Anyone with a decent understanding of risk management will quickly recognize the possible trap here, of letting the pressure of time get to them, and taking on too much risk in order to meet the profit target quickly. This can easily result in a violation of either of the maximum loss limits, which fails the challenge.
With this in mind, consider the importance of pacing yourself. The structure of the challenge shows us what FTMO expects: patient and consistent traders. Patient, because taking on too much risk is likely to breach the rules on losses. And consistent, because you must place at least one trade, every day, for 10 days. Bearing in mind what we just mentioned about the weekends, that means you must trade for a minimum of 50% of the time you can actually trade. As we said, patience and consistency.
The Free Repeat and Extension
While the rules on maximum losses are cut and shut, there’s actually quite a bit of flexibility in terms of the time constraints.
Firstly, you should never forget the fact that you’re entitled to a free repeat if you come to the end of the Challenge with the account in profit and no violations of the other trading objectives. If you don’t quite make the profit target, it’s surely smarter to take advantage of the Free Retake, rather than taking on too much risk with one big trade in the hope of hitting it big, breaching the loss limit, and then forfeiting your fee.
What’s also really good to remember is the fact that, if your account is in good standing and you’ve made more than 5%, you’ll be eligible for an extension of 14 calendar days. So looking at it logically, you actually have 44 calendar days to make 10% overall. Minus Saturdays and Sundays to leave 30 trading days, that’s just over a 0.33% necessary gain per trading day, on average.
When you break it down like that, that’s a very modest gain indeed. The tricky part, of course, is having the patience to ride it out and be satisfied with smaller gains over a longer period of time, knowing the larger gain they can potentially lead to.
One FTMO Strategy we really like is to use the rules on multiple accounts to your advantage. This strategy comes from Paladin Bhutia, a 1 million funded prop firm trader. You can follow him on Twitter @thelifeofpaladin.
While the initial maximum capital allocation is $400,000 USD, there is no limit as to how many FTMO accounts you can have. For example, you could have four $100,000 FTMO accounts, or eight $50,000 accounts. And of course, the objectives are the same. Make ten percent in a month, and don’t lose more than 5% in a day or 10% overall.

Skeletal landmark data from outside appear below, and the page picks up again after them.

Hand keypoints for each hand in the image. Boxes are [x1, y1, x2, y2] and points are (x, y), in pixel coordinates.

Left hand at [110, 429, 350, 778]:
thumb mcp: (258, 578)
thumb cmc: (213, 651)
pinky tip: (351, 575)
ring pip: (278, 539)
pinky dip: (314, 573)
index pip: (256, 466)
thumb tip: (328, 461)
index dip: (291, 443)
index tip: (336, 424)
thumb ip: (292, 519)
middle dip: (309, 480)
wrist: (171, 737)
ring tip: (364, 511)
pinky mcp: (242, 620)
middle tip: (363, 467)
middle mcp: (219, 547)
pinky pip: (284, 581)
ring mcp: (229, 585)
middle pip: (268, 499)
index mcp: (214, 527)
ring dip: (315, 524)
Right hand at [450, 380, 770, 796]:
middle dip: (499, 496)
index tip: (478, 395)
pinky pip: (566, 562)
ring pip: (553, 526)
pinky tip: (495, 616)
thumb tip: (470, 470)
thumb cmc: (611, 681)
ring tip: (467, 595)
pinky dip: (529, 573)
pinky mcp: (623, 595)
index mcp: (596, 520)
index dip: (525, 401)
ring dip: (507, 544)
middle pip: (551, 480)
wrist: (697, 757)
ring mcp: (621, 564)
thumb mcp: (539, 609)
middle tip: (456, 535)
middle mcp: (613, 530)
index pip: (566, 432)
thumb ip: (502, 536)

Once you’ve tested your strategy for a few months (hopefully on the FTMO free trial), don’t start your evaluation with the $200k Challenge.
Instead, start off with one of the smaller challenges, like the $10,000 or $25,000 one.
And then, once you’ve passed it, you can use the profits to pay for bigger challenges, like the 100k or 200k.
If this works, you’ll effectively risk just €155 in order to get your hands on six figures of prop firm funding.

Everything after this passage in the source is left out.